Guider’s photographs taken along the Donelson party’s route provide us with a fresh perspective on this early settlement story. This book shifts focus from Donelson and the white settlers to others who were just as important to the settlement of Nashville but had always been relegated to a supporting role in the traditional narrative. This book will give a voice to the enslaved settlers who had no choice in making the perilous journey. It will give a voice to the American Indians who saw the expedition not as settlement but as an invasion—a threat to their very existence. Finally, this book will give a voice to the river itself.
How has the river system that John captured in his photographs changed from the rivers traversed by the Donelson party? This diverse perspective offers a more comprehensive story. One that reveals a multidimensional narrative that extends a way for us to better understand the complicated settlement story.
By the 1770s, land speculation was rampant throughout the western frontier, the area west of the Appalachian Mountains and east of the Mississippi River. Even George Washington sought investment opportunities in western lands. Frontier wars, treaties, and the eroding influence of British law sparked land negotiations in the Trans-Appalachian West. Opportunistic land speculators formed companies to purchase Indian lands with hopes of selling smaller parcels for profit. One of the most active of these speculators was Richard Henderson. A native Virginian who became a North Carolina judge, Henderson had plenty of influence in both colonies. Using his network, Henderson formed the Transylvania Company. In 1775, he negotiated a private land purchase of twenty-seven thousand square miles in central Kentucky and Tennessee from the Cherokee, called the Treaty of Sycamore Shoals, and he recruited some of the best surveyors and frontiersmen to help negotiate, purchase, and settle the western lands. Two of them were John Donelson and James Robertson.
The treaty was immediately controversial. So controversial that a faction of the Cherokee under the leadership of a young leader named Dragging Canoe left in protest. He and his followers moved south along the Tennessee River and founded villages along the lower Tennessee River near today’s Chattanooga. Nonetheless, the treaty was negotiated and signed. In it, the Cherokee agreed to give up a vast swath of land, nearly twenty million acres in total. In exchange, the Cherokee elders received wagonloads of goods. With this land purchase in hand, Donelson and Robertson prepared to settle the fertile river bottoms and establish a land office. Here, with their other investors, they could speculate on land sales anticipating the rush of settlers moving west.

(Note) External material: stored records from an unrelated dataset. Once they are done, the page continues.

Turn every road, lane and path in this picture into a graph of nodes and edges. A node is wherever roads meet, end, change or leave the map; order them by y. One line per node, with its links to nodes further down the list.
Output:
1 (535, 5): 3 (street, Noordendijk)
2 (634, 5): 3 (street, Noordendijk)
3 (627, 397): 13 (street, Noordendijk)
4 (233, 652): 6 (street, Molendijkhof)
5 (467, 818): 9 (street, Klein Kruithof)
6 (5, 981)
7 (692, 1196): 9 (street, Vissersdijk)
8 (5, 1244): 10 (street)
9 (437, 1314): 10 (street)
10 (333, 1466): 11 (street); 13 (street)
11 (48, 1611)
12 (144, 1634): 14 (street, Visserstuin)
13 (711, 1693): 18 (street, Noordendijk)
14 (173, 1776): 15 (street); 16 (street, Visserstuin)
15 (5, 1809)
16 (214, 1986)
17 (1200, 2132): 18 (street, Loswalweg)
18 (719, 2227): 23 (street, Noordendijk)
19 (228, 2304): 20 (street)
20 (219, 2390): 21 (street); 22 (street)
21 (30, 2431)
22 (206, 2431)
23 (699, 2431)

A mere month after the land purchase, the battles of Lexington and Concord sparked the American Revolution. Over the next few years, the frontier settlements became embroiled in brutal warfare with the indigenous tribes. In what would become Tennessee, these included the Watauga, Nolichucky, and Holston settlements. The Cherokee under the leadership of Dragging Canoe allied themselves with the British and attacked hastily built American forts, stations, and isolated homesteads. In retaliation, expeditions of American settlers led by John Sevier and Isaac Shelby attacked Cherokee towns, capturing stores of corn and supplies necessary for the winter months. Finally, the Treaty of Long Island in 1777 ended the Cherokee war and resulted in most of modern day upper East Tennessee being ceded to the Americans. With active military campaigns among the Cherokee abated, the land speculators renewed their focus on settling the Cumberland region.
By the fall of 1779, the banks of the Holston River were a flurry of activity with people arriving daily to build flatboats. James Robertson left the settlement with a large group of frontiersmen who travelled to the French Lick over land. It was determined that the long distance and dangerous terrain would be too arduous for the families intent on settling. Instead, John Donelson would lead a flotilla of flatboats with the families on a river journey of over one thousand miles. The plan was for the flotilla to land at Muscle Shoals, where James Robertson would leave a sign communicating whether or not the overland route was safe to attempt.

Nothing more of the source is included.